Board Talk

By sizemore Last edited 221 months ago

Last Updated 16 November 2005

Board Talk
banksy_TURF_golf_sale.jpg

Now this is the kind of story we like to read. The Guardian has a great little piece on the poor souls who stand outside in all weather letting us know where exactly the nearest Golf Sale or foot long tuna sandwich is: The 'board guys' of London's west end.
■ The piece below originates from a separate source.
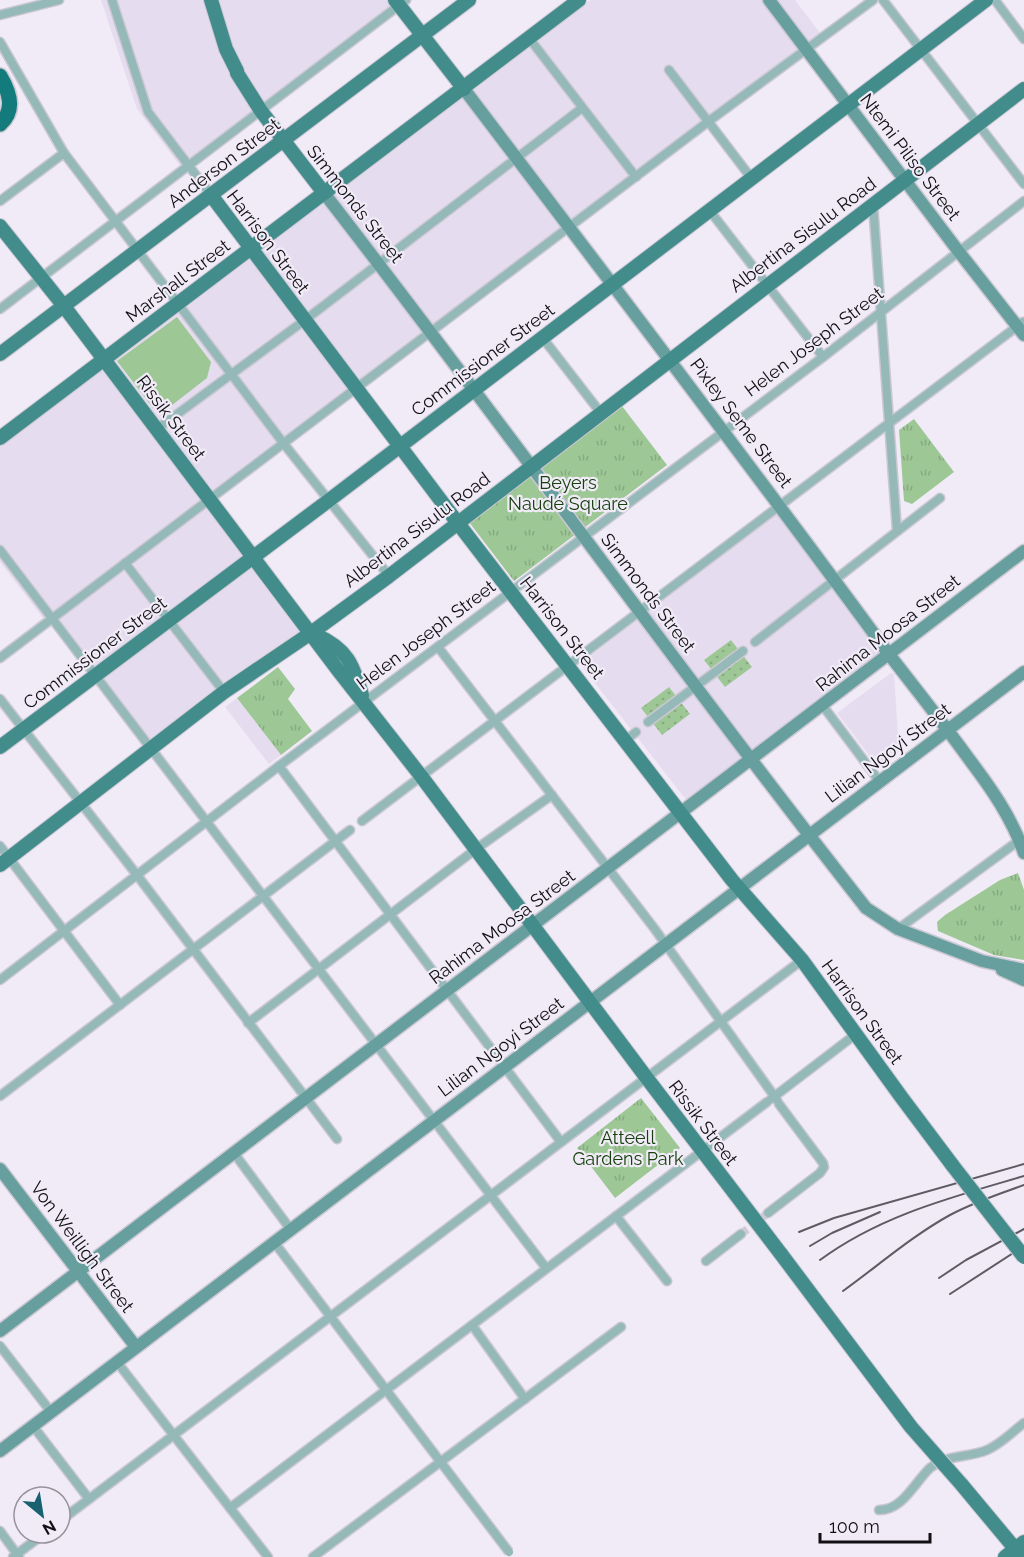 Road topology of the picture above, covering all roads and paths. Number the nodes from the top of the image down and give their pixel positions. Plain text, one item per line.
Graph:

In the course of a morning in the west end, the lowest-paid board guy I encounter is on a princely £3.80 (the minimum wage was recently increased to £5.05). The highest figure, thanks to an apparently munificent juice bar near Bond Street tube station, is £6.15. Most people get around a fiver, though when it comes to their pay and conditions that represents only a fraction of the story. Just about everyone I meet gets the most paltry breaks, whether they are working for an English school, an ad hoc bargain shop or a multinational fast-food chain. In one eight-hour shift, a single 30-minute lunch break seems pretty much standard; one person, employed by a famous fast-food outlet, told me he was given only 20 minutes.

The view from the office window doesn't seem that bad all of a sudden.
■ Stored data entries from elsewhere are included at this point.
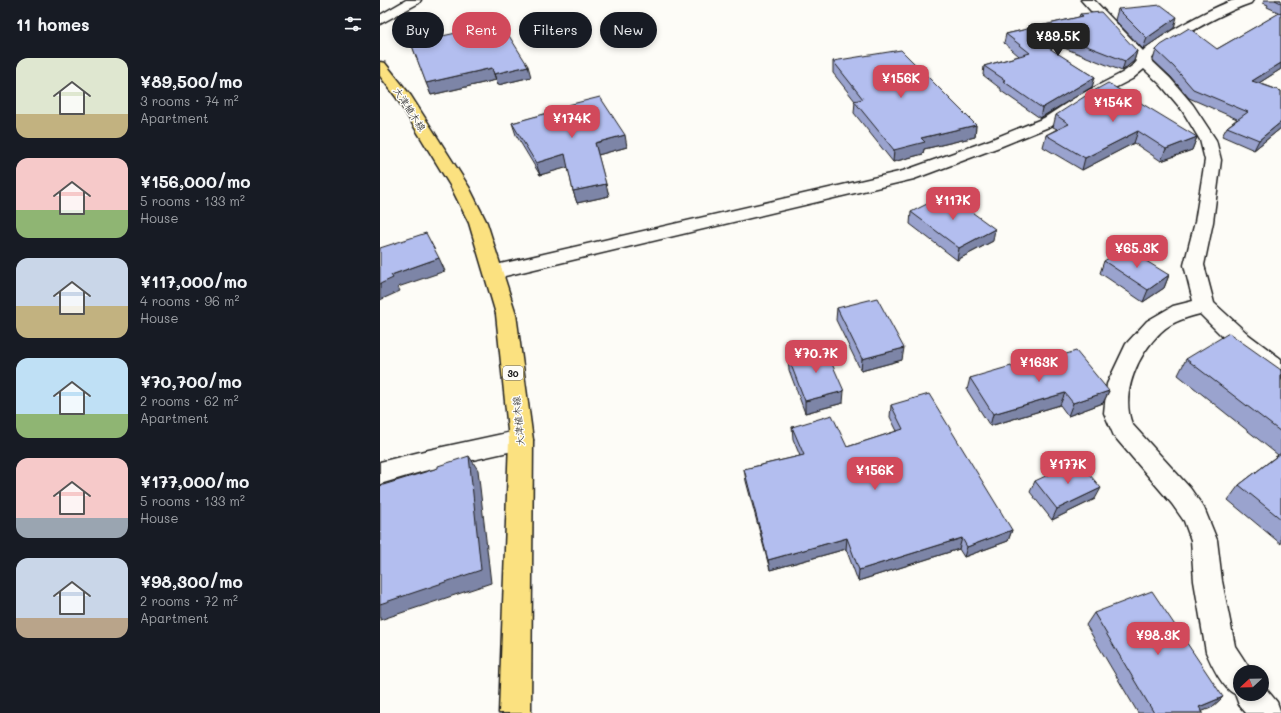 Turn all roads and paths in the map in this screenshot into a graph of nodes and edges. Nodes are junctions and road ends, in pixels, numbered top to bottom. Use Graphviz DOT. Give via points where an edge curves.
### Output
graph roads {
  1 [pos="415,0"];
  2 [pos="1087,0"];
  3 [pos="1247,0"];
  4 [pos="380,20"];
  5 [pos="1143,60"];
  6 [pos="380,66"];
  7 [pos="495,277"];
  8 [pos="1204,306"];
  9 [pos="1281,372"];
  10 [pos="521,440"];
  11 [pos="380,473"];
  12 [pos="1233,670"];
  13 [pos="1256,701"];
  14 [pos="515,713"];
  15 [pos="1266,713"];
  1 -- 4 [label="street"];
  2 -- 5 [label="street"];
  3 -- 5 [label="street" via="1181,32 1149,52"];
  5 -- 7 [label="street" via="1137,69 1127,76 1081,100 1050,121 996,144 908,175 496,272"];
  5 -- 8 [label="street" via="1188,108 1208,140 1213,160 1194,265"];
  6 -- 7 [label="main road, 大津植木線 / 30" via="403,96 460,187 478,223"];
  7 -- 10 [label="main road, 大津植木線 / 30" via="506,314"];
  8 -- 9 [label="street" via="1241,341"];
  8 -- 12 [label="street" via="1180,311 1154,326 1134,350 1118,384 1116,412 1122,430 1181,496 1195,516 1204,540 1208,581 1221,652"];
  10 -- 11 [label="street"];
  10 -- 14 [label="main road, 大津植木線 / 30"];
  13 -- 15 [label="street"];
} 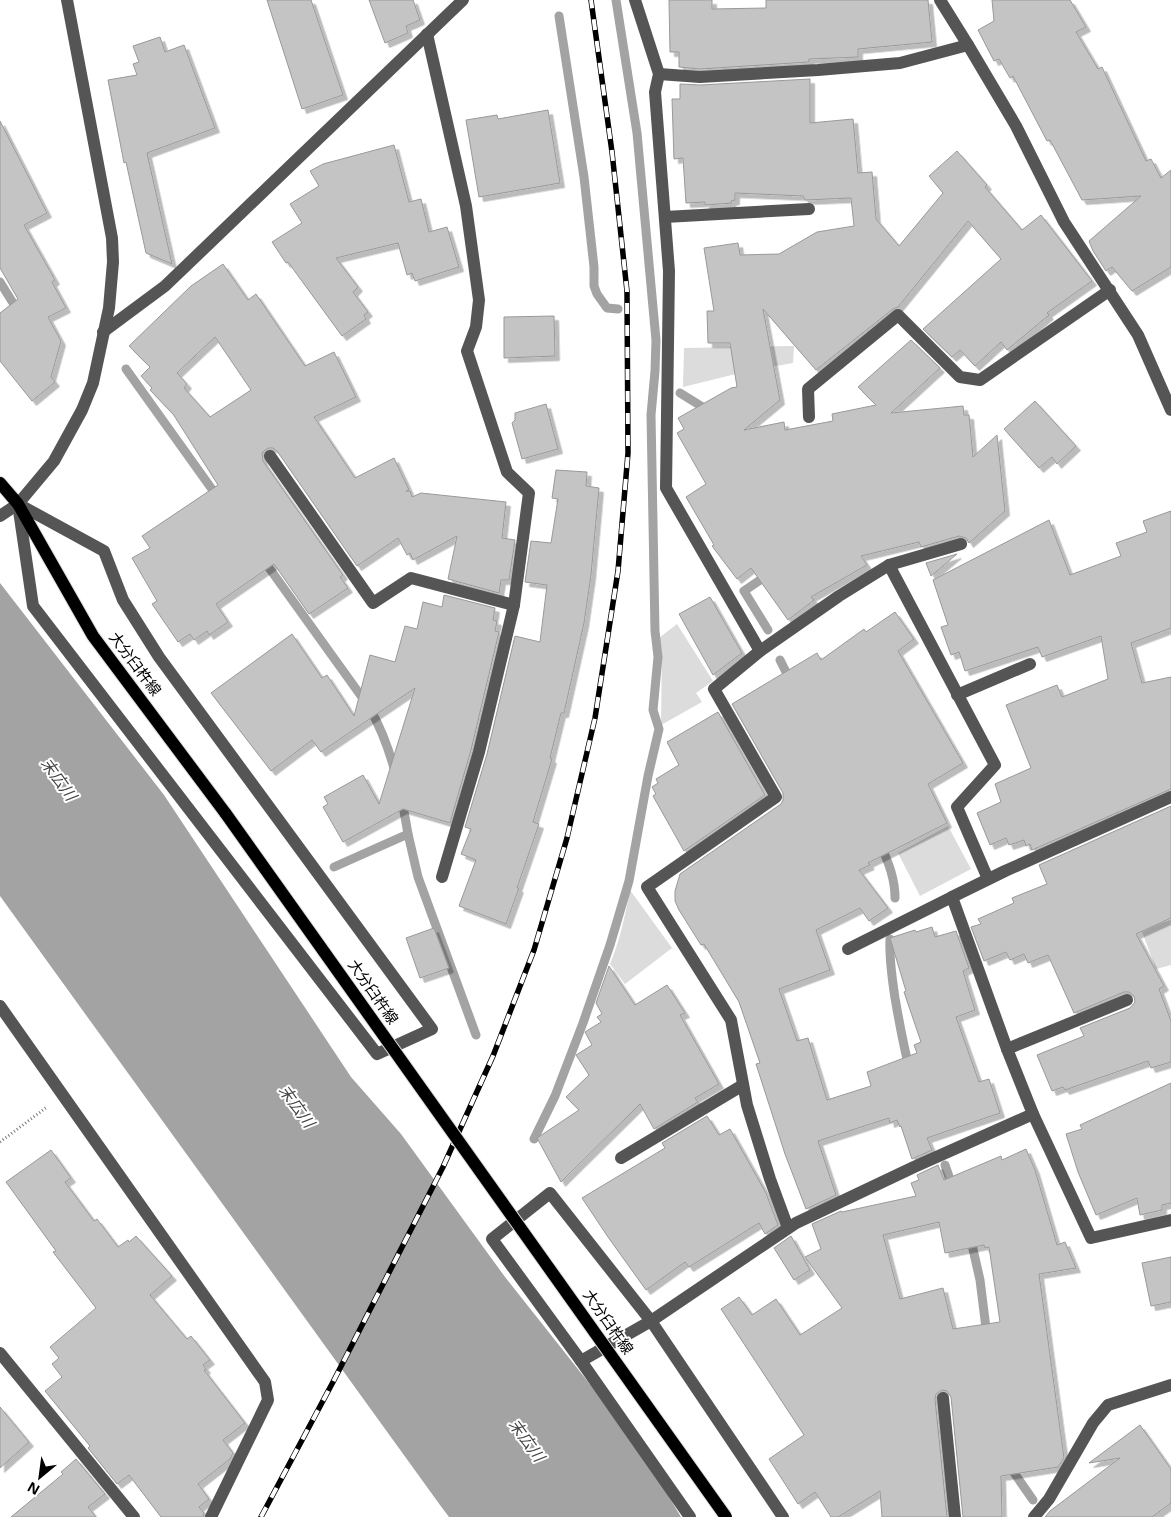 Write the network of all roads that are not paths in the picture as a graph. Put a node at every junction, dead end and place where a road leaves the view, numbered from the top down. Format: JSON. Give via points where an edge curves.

As proved by a trawl of London-centred blogs, several of which archly obsess over the fine details of life in the capital - pigeons, rickshaws, Routemaster buses, the man who stands near Oxford Circus imploring commuters to be a "winner not a sinner" - board guys have long been an object of backhanded fascination.

Too true. We've only ever stopped to chat to one board guy on Oxford Street and that was to discuss the merits of Mike Patton and Fantomas. Now we know a little more about them we'll try and do it a little more often.